If you are the administrator of an online forum, a wiki or any website which accepts user data, you problably also know this feeling: Bots are a pain and fighting them looks like an endless loop! Your websites are constantly scanned by bots which try to create fake accounts then pages with spam. They are thousands (millions?) of computers on the Internet which scan community websites like yours. Often it’s just to optimize the ranking of websites in search engines. Nothing dangerous but very annoying for your regular visitors. There exists lot of techniques to fight against bots and reduce the chances for them to create accounts but it’s a recurrent problem. They become more and more sofisticated and tend to escape classic checks. They are plenty of protections available.
Some examples:
- Use domains or IP addresses blacklists?
→Forget this, totally unmanageable - Use a blacklist of User-Agents?
→They use UA from well-known browsers (same problem as above) - Check the HTTP Referrer?
→They follow the regular registration path and do not access directly the registration page - CAPTCHA?
→That remains the most common way to reduce spam but…
In the world of CAPTCHA, the Rolls-Royce remains reCaptcha (developed by Google) even if it has already reported as broken several times. True or false? From my personal experience, I already saw in my logs accounts created by bypassing this test! They are tons of other CAPTCHA implementations:
Alternatives to text recognition exists like the Microsoft project ASIRRA which asks the user to identify cats amongst dogs. Others ask to resolve simple mathematic expressions (they are broken too) or ask to answer a simple question like “What’s the color of a banana?“.
A few days ago, I was dealing with an huge increase of fake accounts created on one of the BruCON wiki’s. Some bots successfully bypassed the CAPTCHA system in place. I asked for some help on Twitter and received an interesting reply from lcx_at. I investigated his suggestion and implemented it. The proposed technique is to define a hidden field and check with ModSecurity (or any other WAF) if it contains some data.
Honestly, I’m not a big fan of WAF (“Web Application Firewalls“). Why? There are often seen by developers as an ultimate protection and they reinforce the idea that they don’t have to care about security (“No worries, we have a WAF!“).
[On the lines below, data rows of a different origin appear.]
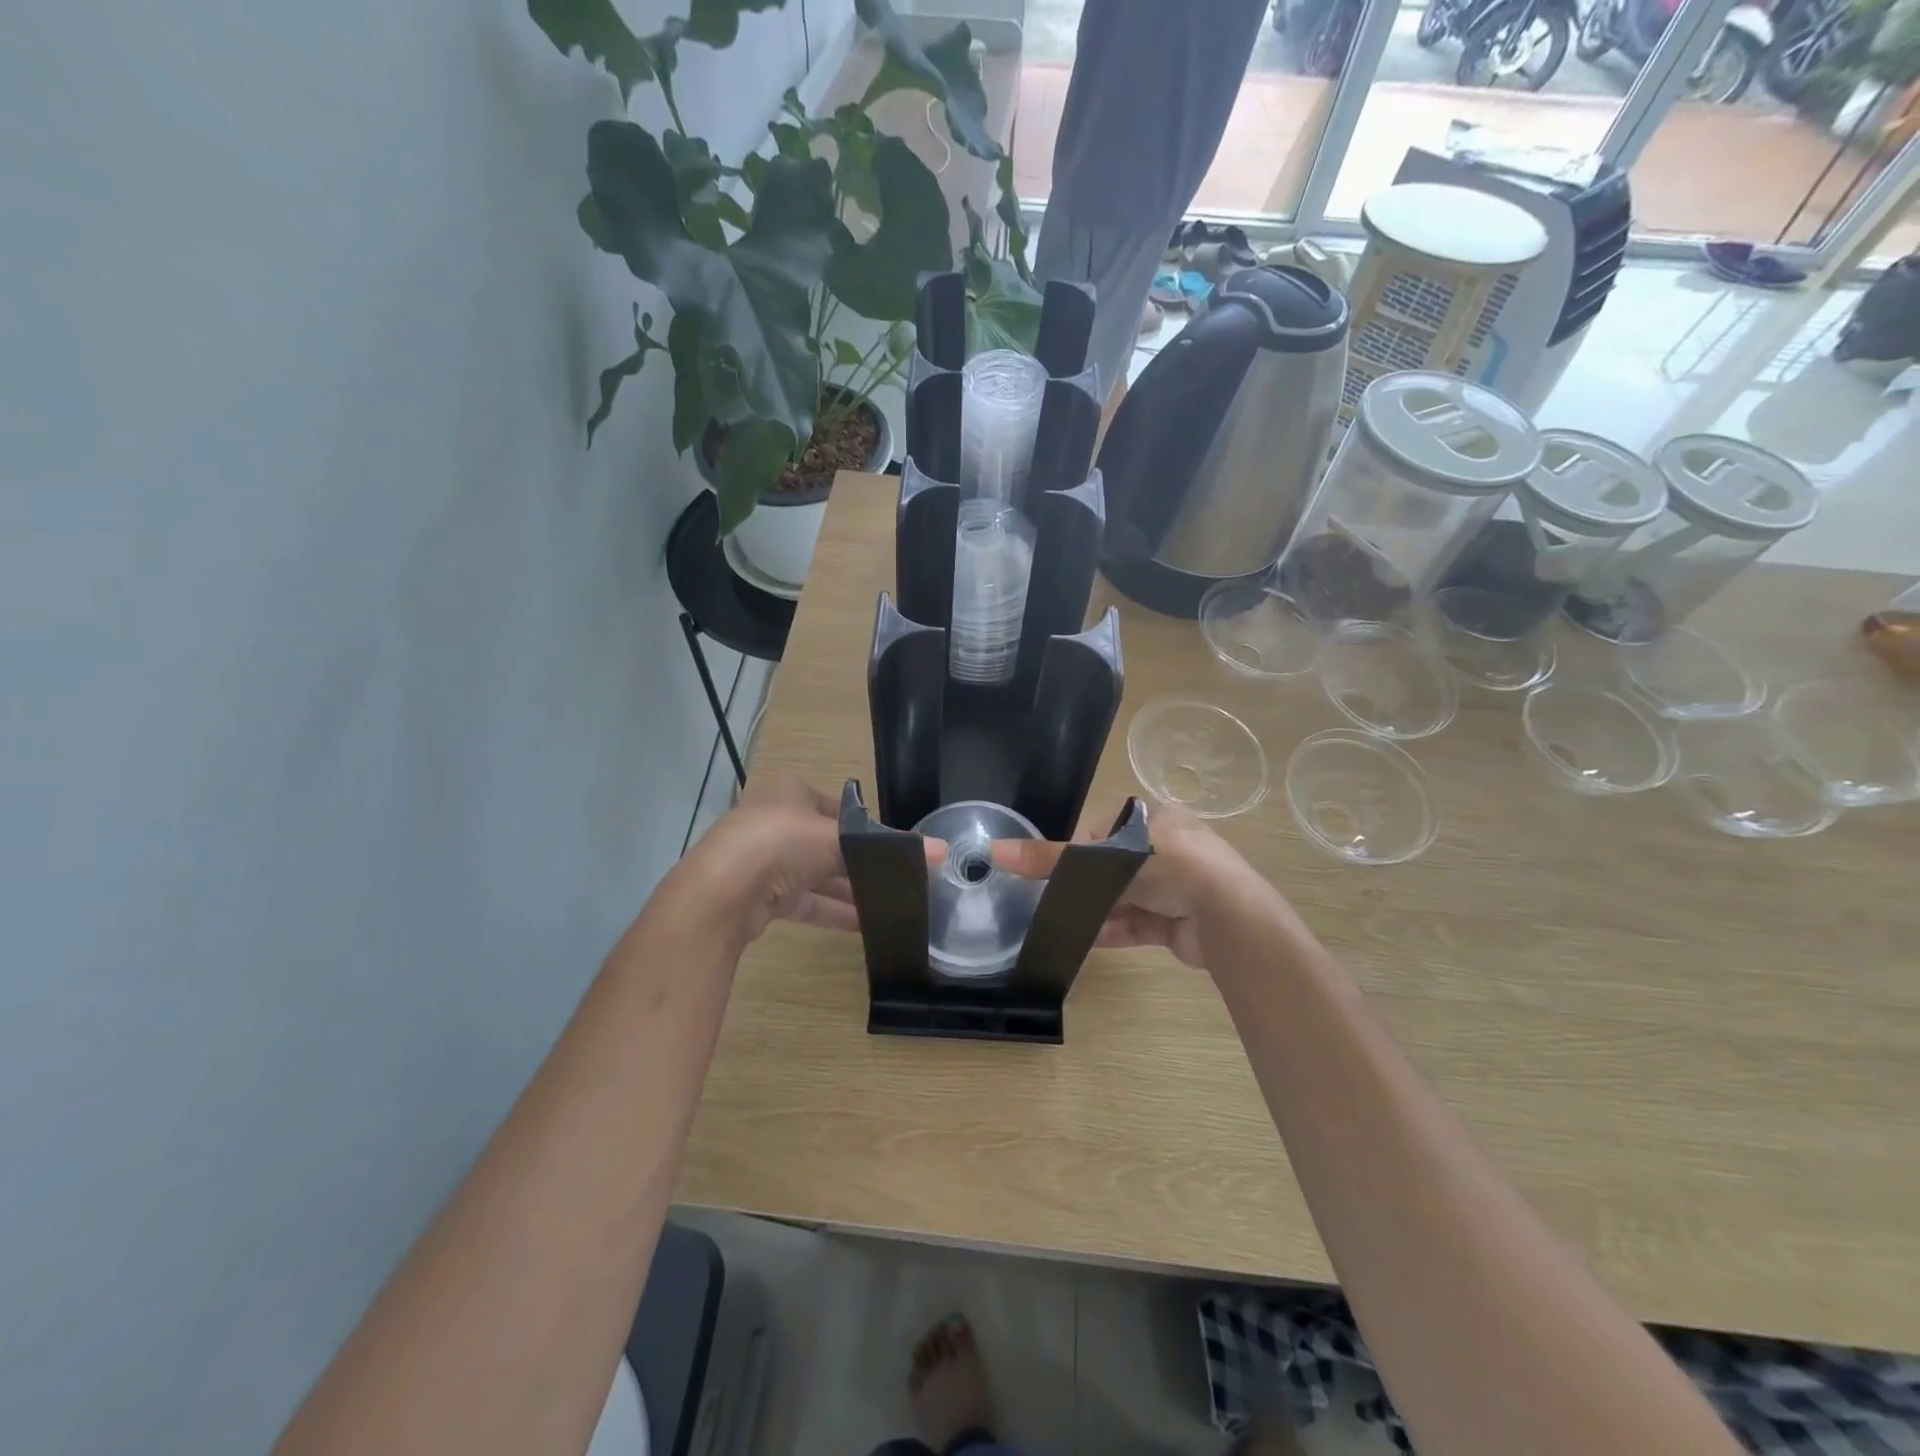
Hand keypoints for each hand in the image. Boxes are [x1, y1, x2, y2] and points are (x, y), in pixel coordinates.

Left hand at [688, 780, 943, 940]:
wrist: (722, 891)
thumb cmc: (782, 842)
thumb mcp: (840, 838)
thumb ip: (889, 847)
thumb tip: (943, 850)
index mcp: (790, 793)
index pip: (838, 807)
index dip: (865, 826)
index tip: (893, 846)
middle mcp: (775, 821)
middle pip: (826, 843)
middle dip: (858, 862)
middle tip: (895, 878)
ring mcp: (764, 861)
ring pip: (816, 875)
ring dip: (848, 890)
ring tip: (887, 904)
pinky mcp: (760, 896)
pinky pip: (804, 902)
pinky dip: (832, 911)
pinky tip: (864, 924)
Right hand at [991, 801, 1267, 968]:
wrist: (1225, 915)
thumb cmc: (1165, 865)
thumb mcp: (1102, 856)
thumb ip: (1051, 857)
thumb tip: (994, 850)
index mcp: (1158, 819)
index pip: (1110, 826)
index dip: (1085, 844)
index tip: (1063, 864)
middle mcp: (1172, 848)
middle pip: (1118, 865)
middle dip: (1092, 883)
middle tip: (1059, 897)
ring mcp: (1179, 887)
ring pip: (1129, 897)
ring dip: (1101, 910)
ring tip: (1067, 922)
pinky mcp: (1181, 922)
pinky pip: (1140, 925)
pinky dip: (1115, 931)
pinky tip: (1088, 940)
For me, a WAF is used in very specific cases:
- Protect legacy applications which cannot be easily moved/upgraded to a new platform
- Temporary protect websites against new threats (while developers are fixing their code or a patch made available by a vendor)
- Reduce security costs if applications to be protected require a huge amount of money for maintenance.
And also to protect against bots! Let’s see how…
First, in your registration form, add a new input field and hide it using a CSS. Be sure to use “{display:none}” to not break the page design:
<style type="text/css"> div .AntiBot {display:none;} </style> <td><div class="AntiBot"> <input name="AntiBot_RmBo9X20Yo" type="text"> </div></td>
Assign a unique name to your input field, this will make your life easier for detection and reporting. Then, create a ModSecurity rule which will block all POST requests with a value added to the hidden field:
SecRule ARGS:AntiBot_RmBo9X20Yo "(\S+)" \ "auditlog,deny,log,msg:'Denied user creation by a bot'"
The rule says: in POST request, inspect the argument called “AntiBot_RmBo9X20Yo” and if it contains any caracter, deny the request and log it using the provided message. More details about ModSecurity rules are available here.
A regular user (human) will not see the hidden field and leave it empty. On the other side, some (intelligent) bots parse the HTML code and automatically fill all the detected fields. Here is an example of request performed by such a bot. It submitted our field with a value of “Create+account“:
--9924cd21-C-- wpCaptchaWord=xxx&wpCaptchaId=440890724&wpName=xxx& \ wpPassword=3xxx&wpRetype=xxx&wpEmail=&wpRealName=& \ wpRemember=1&AntiBot_RmBo9X20Yo=Create+account& \ wpCreateaccount=Create+account& \ wpCreateaccountToken=e36684c69e31b655b56a00f3254f48cf --9924cd21-F-- HTTP/1.1 403 Forbidden Vary: Accept-Encoding Content-Length: 211 Keep-Alive: timeout=15, max=256 Connection: Keep-Alive Content-Type: text/html; charset=iso-8859-1
Result: access denied with an HTTP/403 error! Since the implementation of this check, I blocked an everage of two requests per day. This is of course not bullet-proof but if it can reduce the bot traffic by a few percents, I’m already happy.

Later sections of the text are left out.